Each time the move route runs it tries one random step and takes it only if the neighbouring tile shares the tag, so the character never leaves the patch.

React to a step with the Scheduler

To run code when a character steps onto a tile rather than poll it, register a map event task. Scheduler::EventTasks fires on :begin_step / :end_step, :begin_jump / :end_jump and :begin_slide / :end_slide; the task receives the Game_Character that moved, and the event id -1 targets the player. The engine itself uses this to pick the landing particle after a jump:

# How PSDK chooses water dust vs normal dust after a jump
Scheduler::EventTasks.on(:end_jump, 'Dust after jumping') do |event|
next if event.particles_disabled

particle = Game_Character::SurfTag.include?(event.system_tag) ? :water_dust : :dust
Yuki::Particles.add_particle(event, particle)
end

Your own task follows the same shape, here reacting only when the player lands on ice:

Scheduler::EventTasks.on(:end_step, 'React to ice', -1) do |event|
next unless event.system_tag == GameData::SystemTags::TIce
# the player just stepped onto an ice tile
end

This is the cleanest way to add step-driven behaviour; see the Scheduler guide for the full task model.

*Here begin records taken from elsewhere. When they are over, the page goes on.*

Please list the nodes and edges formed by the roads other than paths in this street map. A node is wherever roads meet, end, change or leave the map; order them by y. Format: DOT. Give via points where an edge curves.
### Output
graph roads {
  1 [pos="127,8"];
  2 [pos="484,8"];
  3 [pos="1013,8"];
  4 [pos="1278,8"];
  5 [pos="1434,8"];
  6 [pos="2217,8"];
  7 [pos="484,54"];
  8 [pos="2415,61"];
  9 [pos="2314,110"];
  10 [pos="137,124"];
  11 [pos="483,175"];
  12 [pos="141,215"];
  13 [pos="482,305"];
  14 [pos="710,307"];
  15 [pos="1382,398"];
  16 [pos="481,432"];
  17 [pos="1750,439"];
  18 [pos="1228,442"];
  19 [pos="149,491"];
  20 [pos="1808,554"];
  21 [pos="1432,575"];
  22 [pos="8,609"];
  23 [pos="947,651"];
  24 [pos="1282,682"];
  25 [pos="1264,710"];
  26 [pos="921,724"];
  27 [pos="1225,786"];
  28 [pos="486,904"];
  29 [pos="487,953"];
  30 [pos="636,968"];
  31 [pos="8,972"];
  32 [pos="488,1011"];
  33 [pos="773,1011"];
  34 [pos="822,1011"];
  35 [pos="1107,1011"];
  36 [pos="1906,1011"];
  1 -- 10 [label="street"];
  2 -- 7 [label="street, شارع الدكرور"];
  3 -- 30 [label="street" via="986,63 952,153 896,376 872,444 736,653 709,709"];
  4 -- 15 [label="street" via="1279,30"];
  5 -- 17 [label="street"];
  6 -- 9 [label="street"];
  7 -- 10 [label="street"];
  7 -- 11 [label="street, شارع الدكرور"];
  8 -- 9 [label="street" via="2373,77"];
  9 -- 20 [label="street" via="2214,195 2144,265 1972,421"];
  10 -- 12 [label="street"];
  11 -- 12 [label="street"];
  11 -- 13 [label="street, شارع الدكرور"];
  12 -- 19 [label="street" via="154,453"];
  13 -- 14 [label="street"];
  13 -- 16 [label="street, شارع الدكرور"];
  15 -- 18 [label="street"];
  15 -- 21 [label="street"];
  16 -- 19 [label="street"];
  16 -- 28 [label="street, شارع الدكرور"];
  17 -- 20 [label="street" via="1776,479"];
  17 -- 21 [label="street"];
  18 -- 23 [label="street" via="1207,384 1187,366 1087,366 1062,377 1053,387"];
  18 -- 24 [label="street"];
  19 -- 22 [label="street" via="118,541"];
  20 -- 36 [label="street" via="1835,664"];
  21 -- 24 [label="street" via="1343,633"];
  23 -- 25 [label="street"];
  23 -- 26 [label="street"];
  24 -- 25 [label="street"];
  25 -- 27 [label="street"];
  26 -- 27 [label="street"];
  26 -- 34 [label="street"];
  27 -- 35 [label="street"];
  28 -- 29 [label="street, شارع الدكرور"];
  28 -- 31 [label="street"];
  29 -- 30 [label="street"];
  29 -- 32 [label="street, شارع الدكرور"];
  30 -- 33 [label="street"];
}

Add a field move that checks the terrain

Out-of-battle moves (Surf, Fly, Sweet Scent...) are registered in the PFM::SKILL_PROCESS hash, keyed by the move's db_symbol. Each entry is a proc receiving the Pokémon, the move and a test flag (the dry run the menu uses to know whether the move is usable). This is exactly where Surf reads a System Tag to decide it may be used: it looks at the tile in front of the player and refuses unless it is water.

# PFM::SKILL_PROCESS[:surf], abridged
surf: proc do |_pkmn, _skill, test = false|
new_x, new_y = $game_player.front_tile
sys_tag = $game_map.system_tag(new_x, new_y)
# refuse unless the faced tile is surfable water
next :block unless $game_player.z <= 1 && !$game_player.surfing? &&
Game_Character::SurfTag.include?(sys_tag)
next false if test

$game_temp.common_event_id = Game_CommonEvent::SURF_ENTER
next true
end

You can register your own field move the same way: add an entry keyed by your move's db_symbol, return :block to refuse with the default message, and act when the terrain is right.

# A custom field move usable only when facing a Rock Climb tile
PFM::SKILL_PROCESS[:my_move] = proc do |_pkmn, _skill, test = false|
next :block unless $game_player.front_system_tag == GameData::SystemTags::RClimb
next false if test

# perform the move's overworld effect here
end

When you instead need to change what an existing engine method does around a tag, patch it with a prepend module calling super rather than editing the engine, as described in monkey-patching.

To go one step further and register a brand-new tag of your own, with its own wild encounters, battle background and particles, see Create a custom System Tag.

Conclusion

  • A System Tag is a per-tile marker, stored per tileset, that tells the map engine how a tile behaves; 0 means no tag.
  • The engine reads a cell's three layers from the top down and returns the first non-zero tag.
  • Read the tile under a character with system_tag, the tile ahead with front_system_tag, and get a readable symbol with system_tag_db_symbol; query any cell with Game_Map#system_tag and system_tag_here?.
  • Always compare against a constant name (GameData::SystemTags::TGrass), never a raw number.
  • The tags fall into clear families: terrain and encounters, water and surfing, sliding, ledges, stairs and slopes, bridges and elevation, bikes, swamp and pathfinding.
  • Tags are painted in Tiled on a dedicated systemtags layer; the engine file that declares the constants is the source of truth for the full list.